**Limb landmark coordinates**

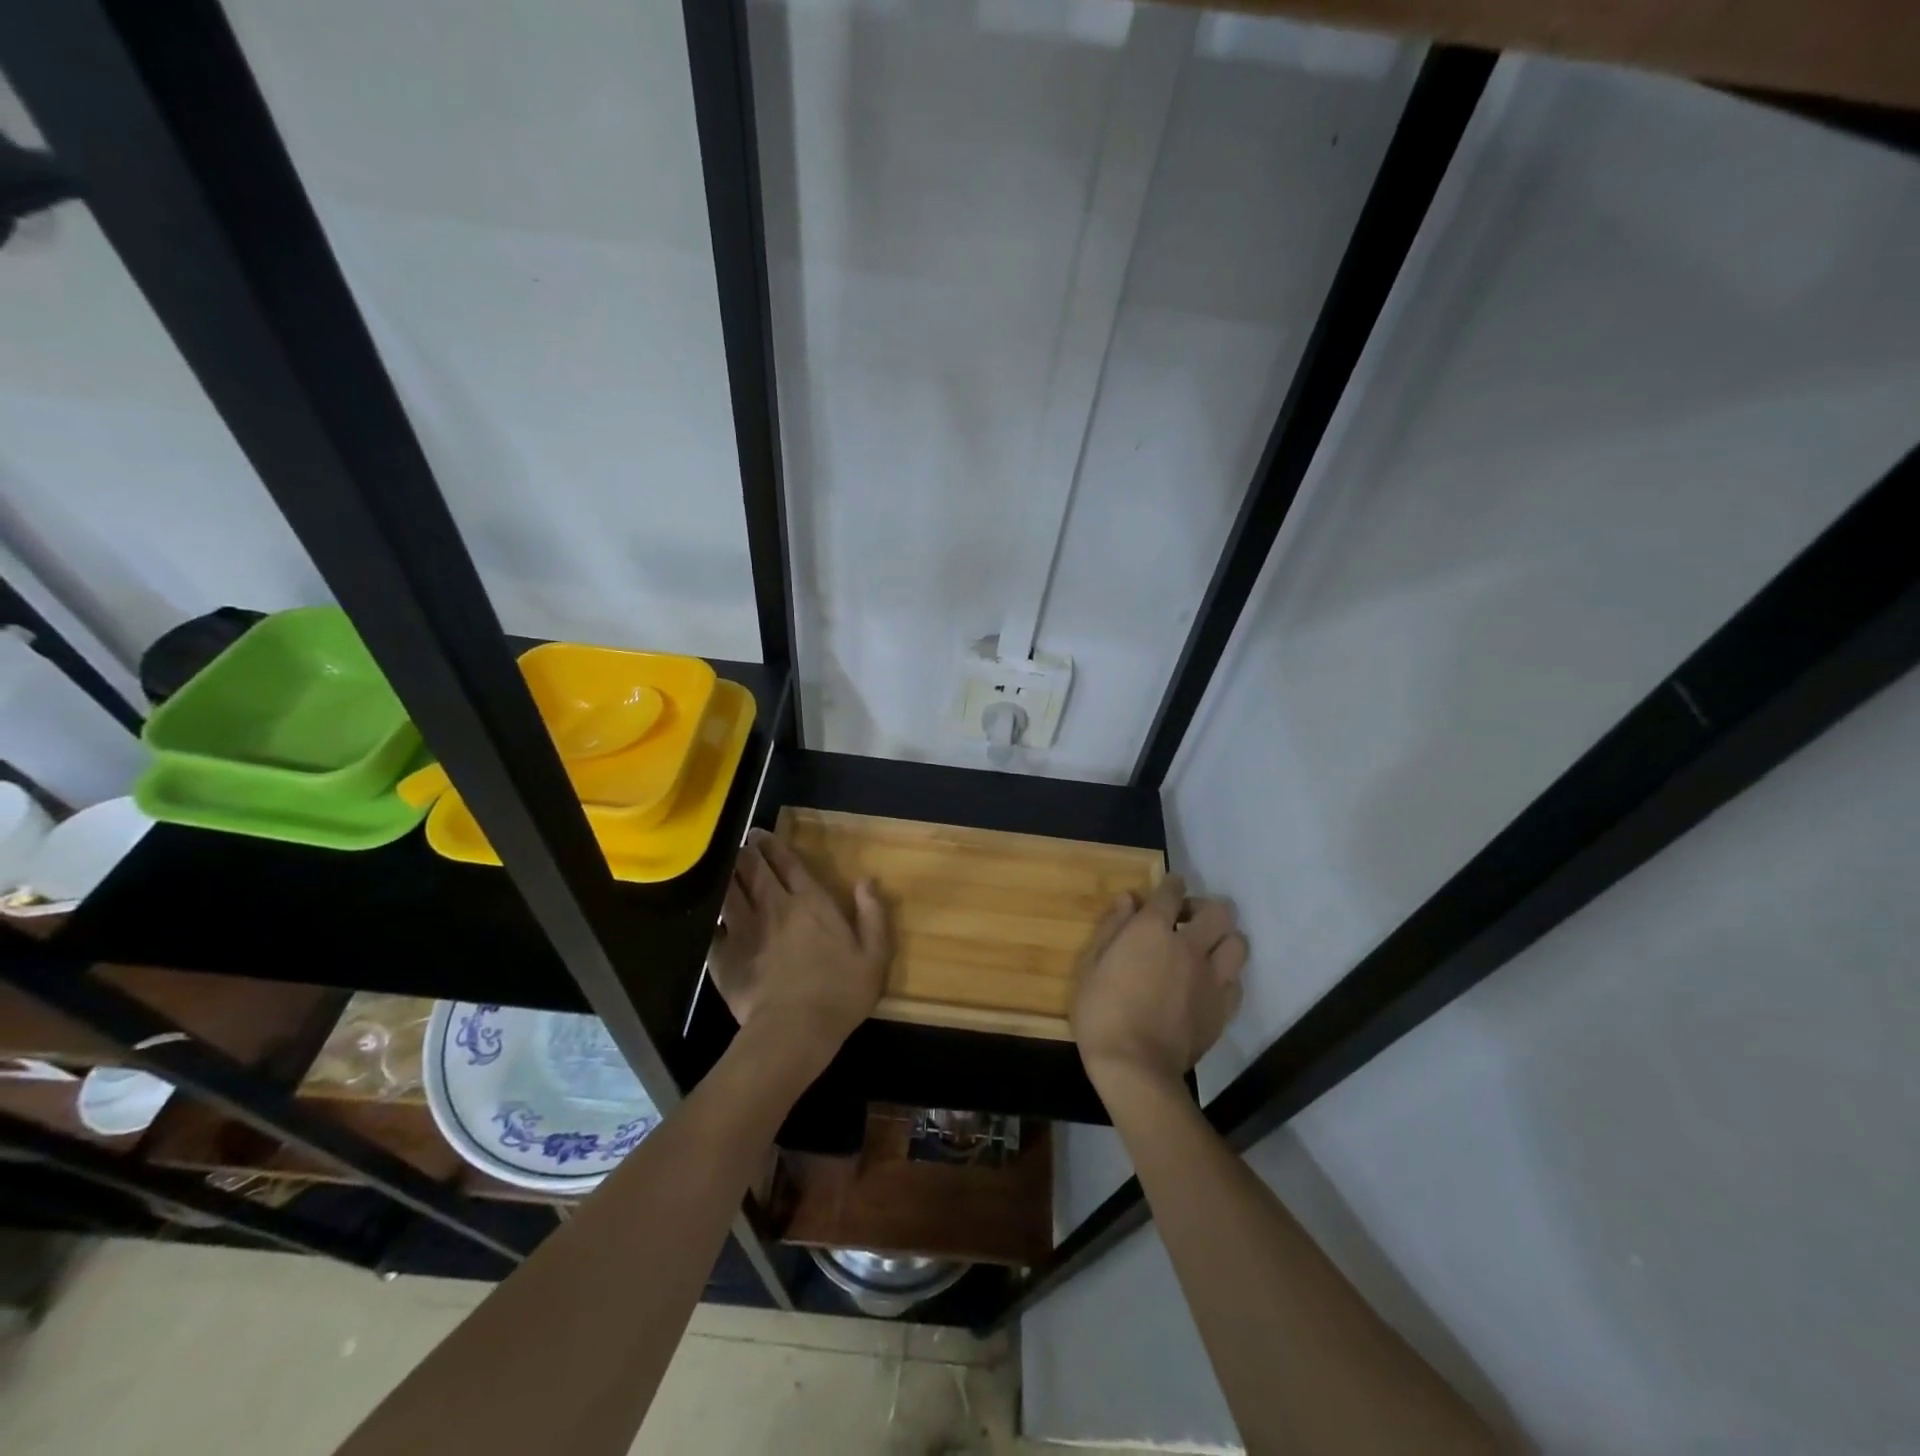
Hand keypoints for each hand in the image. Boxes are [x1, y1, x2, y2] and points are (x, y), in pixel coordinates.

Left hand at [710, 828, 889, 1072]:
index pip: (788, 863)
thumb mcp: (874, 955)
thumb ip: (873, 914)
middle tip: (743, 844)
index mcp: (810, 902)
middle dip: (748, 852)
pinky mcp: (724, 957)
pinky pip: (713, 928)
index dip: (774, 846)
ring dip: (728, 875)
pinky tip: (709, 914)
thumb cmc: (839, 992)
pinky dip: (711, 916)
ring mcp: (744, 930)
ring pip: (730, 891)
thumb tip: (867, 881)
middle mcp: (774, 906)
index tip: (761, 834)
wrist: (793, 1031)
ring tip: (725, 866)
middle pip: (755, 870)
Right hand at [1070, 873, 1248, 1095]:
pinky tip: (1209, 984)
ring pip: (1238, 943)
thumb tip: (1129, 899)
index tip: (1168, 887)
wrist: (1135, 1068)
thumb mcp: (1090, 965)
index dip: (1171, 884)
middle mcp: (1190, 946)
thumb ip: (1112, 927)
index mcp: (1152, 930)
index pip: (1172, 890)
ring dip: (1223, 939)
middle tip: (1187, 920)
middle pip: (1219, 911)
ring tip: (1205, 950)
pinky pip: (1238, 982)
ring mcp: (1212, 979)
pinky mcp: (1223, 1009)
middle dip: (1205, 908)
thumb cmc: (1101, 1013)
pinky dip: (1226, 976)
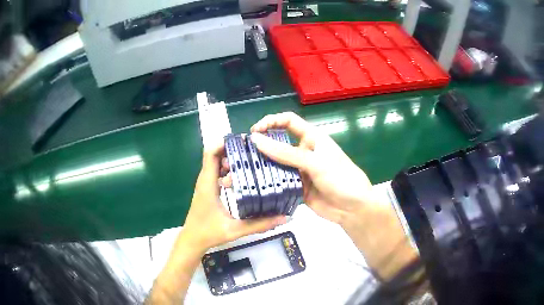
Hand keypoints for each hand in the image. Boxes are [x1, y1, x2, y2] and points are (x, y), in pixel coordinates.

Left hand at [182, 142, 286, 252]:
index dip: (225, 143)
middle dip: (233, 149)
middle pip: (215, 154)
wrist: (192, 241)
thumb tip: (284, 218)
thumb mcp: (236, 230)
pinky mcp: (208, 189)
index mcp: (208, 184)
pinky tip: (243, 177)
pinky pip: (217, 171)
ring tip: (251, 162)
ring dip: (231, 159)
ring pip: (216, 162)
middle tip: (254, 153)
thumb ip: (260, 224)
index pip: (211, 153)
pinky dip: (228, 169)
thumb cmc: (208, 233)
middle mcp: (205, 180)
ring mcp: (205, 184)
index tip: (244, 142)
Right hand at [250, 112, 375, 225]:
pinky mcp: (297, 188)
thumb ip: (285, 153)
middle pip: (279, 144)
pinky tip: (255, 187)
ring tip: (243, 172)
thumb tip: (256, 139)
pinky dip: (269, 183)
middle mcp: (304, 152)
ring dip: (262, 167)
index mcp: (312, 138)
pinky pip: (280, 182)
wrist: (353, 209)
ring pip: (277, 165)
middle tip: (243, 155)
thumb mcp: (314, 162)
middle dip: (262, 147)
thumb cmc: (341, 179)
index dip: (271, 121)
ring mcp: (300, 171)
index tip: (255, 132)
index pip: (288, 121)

**What the exercise asks**
Write out all the entries again, word for word, and print no images.

**Written response**
Hand keypoints for each hand in the image. Boxes are [x1, y1, x2, y2] and points are (x, y), in pixel coordinates.

Left hand at [710, 828, 889, 1072]:
index pip: (788, 863)
thumb mcp: (874, 955)
thumb ip: (873, 914)
middle tip: (743, 844)
index mcp: (810, 902)
middle dip: (748, 852)
pinky mcp: (724, 957)
pinky pip: (713, 928)
index dip: (774, 846)
ring dip: (728, 875)
pinky tip: (709, 914)
thumb cmc: (839, 992)
pinky dip: (711, 916)
ring mcp: (744, 930)
ring pip: (730, 891)
thumb tip: (867, 881)
middle mcp: (774, 906)
index tip: (761, 834)
wrist: (793, 1031)
ring tip: (725, 866)
middle pip: (755, 870)
Right hand at [1070, 873, 1248, 1095]:
pinky tip: (1209, 984)
ring pip: (1238, 943)
thumb tip: (1129, 899)
index tip: (1168, 887)
wrist: (1135, 1068)
thumb mcp: (1090, 965)
index dip: (1171, 884)
middle mcp: (1190, 946)
thumb ip: (1112, 927)
index mcp: (1152, 930)
index pip: (1172, 890)
ring dip: (1223, 939)
middle tip: (1187, 920)
middle pip: (1219, 911)
ring tip: (1205, 950)
pinky pip: (1238, 982)
ring mcp: (1212, 979)
pinky mcp: (1223, 1009)
middle dip: (1205, 908)
thumb cmc: (1101, 1013)
pinky dip: (1226, 976)
Hand keypoints for each hand in the image. Boxes are [x1, y1, x2, y2] and points are (x, y), in pixel coordinates.

Left hand at [182, 142, 286, 252]:
index dip: (225, 143)
middle dip: (233, 149)
middle pip: (215, 154)
wrist: (192, 241)
thumb tip: (284, 218)
thumb mcp: (236, 230)
pinky mcp: (208, 189)
index mcp: (208, 184)
pinky tip: (243, 177)
pinky pip: (217, 171)
ring tip: (251, 162)
ring dip: (231, 159)
ring pip: (216, 162)
middle tip: (254, 153)
thumb ip: (260, 224)
index pip: (211, 153)
pinky dip: (228, 169)
thumb cmc: (208, 233)
middle mcp: (205, 180)
ring mcp: (205, 184)
index tip: (244, 142)
Right hand at [250, 112, 375, 225]:
pinky mcp: (297, 188)
thumb ip: (285, 153)
middle pip: (279, 144)
pinky tip: (255, 187)
ring tip: (243, 172)
thumb tip: (256, 139)
pinky dip: (269, 183)
middle mcp: (304, 152)
ring dip: (262, 167)
index mcp: (312, 138)
pinky pip: (280, 182)
wrist: (353, 209)
ring pip: (277, 165)
middle tip: (243, 155)
thumb mcp: (314, 162)
middle dip: (262, 147)
thumb cmc: (341, 179)
index dip: (271, 121)
ring mcp: (300, 171)
index tip: (255, 132)
index pip: (288, 121)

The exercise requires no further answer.